__PROBLEM STATEMENT__.
Your answer should be only the lines below from the one with "static void picture(const" to the one with "static void draw(void)", repeated exactly, ends included.

***** DATA PROVIDED *****

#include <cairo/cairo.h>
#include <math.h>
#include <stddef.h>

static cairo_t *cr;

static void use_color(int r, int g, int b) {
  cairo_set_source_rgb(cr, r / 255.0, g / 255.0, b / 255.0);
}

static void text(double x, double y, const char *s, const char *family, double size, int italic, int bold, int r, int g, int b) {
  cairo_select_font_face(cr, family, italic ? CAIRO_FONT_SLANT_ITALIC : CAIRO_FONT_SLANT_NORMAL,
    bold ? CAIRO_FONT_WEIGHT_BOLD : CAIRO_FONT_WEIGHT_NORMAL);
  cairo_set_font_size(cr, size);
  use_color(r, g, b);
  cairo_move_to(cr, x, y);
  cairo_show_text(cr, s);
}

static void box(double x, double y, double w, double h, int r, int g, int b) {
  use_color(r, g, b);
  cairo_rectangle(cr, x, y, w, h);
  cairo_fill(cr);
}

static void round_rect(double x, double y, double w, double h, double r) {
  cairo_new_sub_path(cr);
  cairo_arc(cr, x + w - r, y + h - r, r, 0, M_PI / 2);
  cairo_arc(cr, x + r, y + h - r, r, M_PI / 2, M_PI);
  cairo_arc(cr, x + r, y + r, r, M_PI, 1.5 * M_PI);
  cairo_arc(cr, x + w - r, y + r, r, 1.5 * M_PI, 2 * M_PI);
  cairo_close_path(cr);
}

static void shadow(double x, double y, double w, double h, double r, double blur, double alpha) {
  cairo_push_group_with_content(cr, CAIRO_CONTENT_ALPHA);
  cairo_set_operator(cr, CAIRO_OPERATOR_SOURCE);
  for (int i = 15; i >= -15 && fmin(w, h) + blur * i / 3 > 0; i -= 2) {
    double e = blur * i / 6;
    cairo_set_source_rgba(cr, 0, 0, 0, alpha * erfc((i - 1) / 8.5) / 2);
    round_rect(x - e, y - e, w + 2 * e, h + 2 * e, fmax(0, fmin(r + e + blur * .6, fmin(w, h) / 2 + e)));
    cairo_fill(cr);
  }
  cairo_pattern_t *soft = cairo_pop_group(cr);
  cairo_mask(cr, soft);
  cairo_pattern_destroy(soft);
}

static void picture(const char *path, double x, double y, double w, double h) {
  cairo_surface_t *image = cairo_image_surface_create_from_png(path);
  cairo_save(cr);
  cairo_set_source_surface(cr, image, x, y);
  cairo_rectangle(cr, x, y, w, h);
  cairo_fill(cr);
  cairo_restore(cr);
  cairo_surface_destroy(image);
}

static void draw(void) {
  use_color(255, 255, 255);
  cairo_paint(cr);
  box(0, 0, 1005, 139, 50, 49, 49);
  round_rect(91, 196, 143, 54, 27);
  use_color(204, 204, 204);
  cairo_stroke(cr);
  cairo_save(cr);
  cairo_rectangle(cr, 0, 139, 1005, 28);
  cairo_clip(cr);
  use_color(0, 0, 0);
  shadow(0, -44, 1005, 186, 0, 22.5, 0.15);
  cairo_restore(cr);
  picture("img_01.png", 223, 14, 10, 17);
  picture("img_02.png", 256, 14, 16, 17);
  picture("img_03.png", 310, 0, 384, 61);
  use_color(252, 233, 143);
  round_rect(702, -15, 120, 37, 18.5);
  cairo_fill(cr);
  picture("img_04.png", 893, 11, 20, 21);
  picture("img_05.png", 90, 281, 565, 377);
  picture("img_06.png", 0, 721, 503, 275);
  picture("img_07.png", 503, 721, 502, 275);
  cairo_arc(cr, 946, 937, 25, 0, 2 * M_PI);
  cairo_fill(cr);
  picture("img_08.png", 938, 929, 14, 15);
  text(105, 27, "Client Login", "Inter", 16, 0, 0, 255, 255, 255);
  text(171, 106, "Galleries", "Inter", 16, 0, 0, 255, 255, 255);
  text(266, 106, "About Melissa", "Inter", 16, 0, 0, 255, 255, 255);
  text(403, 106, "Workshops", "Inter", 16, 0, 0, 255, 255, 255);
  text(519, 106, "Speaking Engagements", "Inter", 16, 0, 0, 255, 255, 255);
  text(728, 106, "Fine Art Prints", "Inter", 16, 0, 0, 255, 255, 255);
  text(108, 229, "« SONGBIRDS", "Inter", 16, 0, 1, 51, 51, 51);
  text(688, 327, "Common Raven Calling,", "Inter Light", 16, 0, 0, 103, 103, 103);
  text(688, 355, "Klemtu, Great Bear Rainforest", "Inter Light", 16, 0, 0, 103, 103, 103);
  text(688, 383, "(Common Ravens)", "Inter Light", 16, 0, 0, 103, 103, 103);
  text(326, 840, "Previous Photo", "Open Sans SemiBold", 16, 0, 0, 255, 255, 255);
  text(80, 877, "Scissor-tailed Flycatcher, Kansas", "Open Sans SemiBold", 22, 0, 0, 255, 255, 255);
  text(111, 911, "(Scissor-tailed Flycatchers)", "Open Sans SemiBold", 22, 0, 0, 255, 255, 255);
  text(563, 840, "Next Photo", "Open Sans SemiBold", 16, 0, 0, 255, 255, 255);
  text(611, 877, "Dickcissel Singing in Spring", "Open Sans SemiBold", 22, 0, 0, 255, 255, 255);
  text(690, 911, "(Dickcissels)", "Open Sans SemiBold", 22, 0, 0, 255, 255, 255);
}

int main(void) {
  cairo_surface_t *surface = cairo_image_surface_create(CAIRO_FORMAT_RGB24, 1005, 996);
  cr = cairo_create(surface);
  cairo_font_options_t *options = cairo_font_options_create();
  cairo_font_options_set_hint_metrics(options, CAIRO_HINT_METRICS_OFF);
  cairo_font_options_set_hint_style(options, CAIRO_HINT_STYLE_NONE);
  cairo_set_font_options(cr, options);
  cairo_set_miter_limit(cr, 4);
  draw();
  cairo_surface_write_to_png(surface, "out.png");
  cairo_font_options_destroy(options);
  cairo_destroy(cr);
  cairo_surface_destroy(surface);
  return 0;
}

*****

__SOLVED PROBLEM__.
static void picture(const char *path, double x, double y, double w, double h) {
  cairo_surface_t *image = cairo_image_surface_create_from_png(path);
  cairo_save(cr);
  cairo_set_source_surface(cr, image, x, y);
  cairo_rectangle(cr, x, y, w, h);
  cairo_fill(cr);
  cairo_restore(cr);
  cairo_surface_destroy(image);
}

static void draw(void) {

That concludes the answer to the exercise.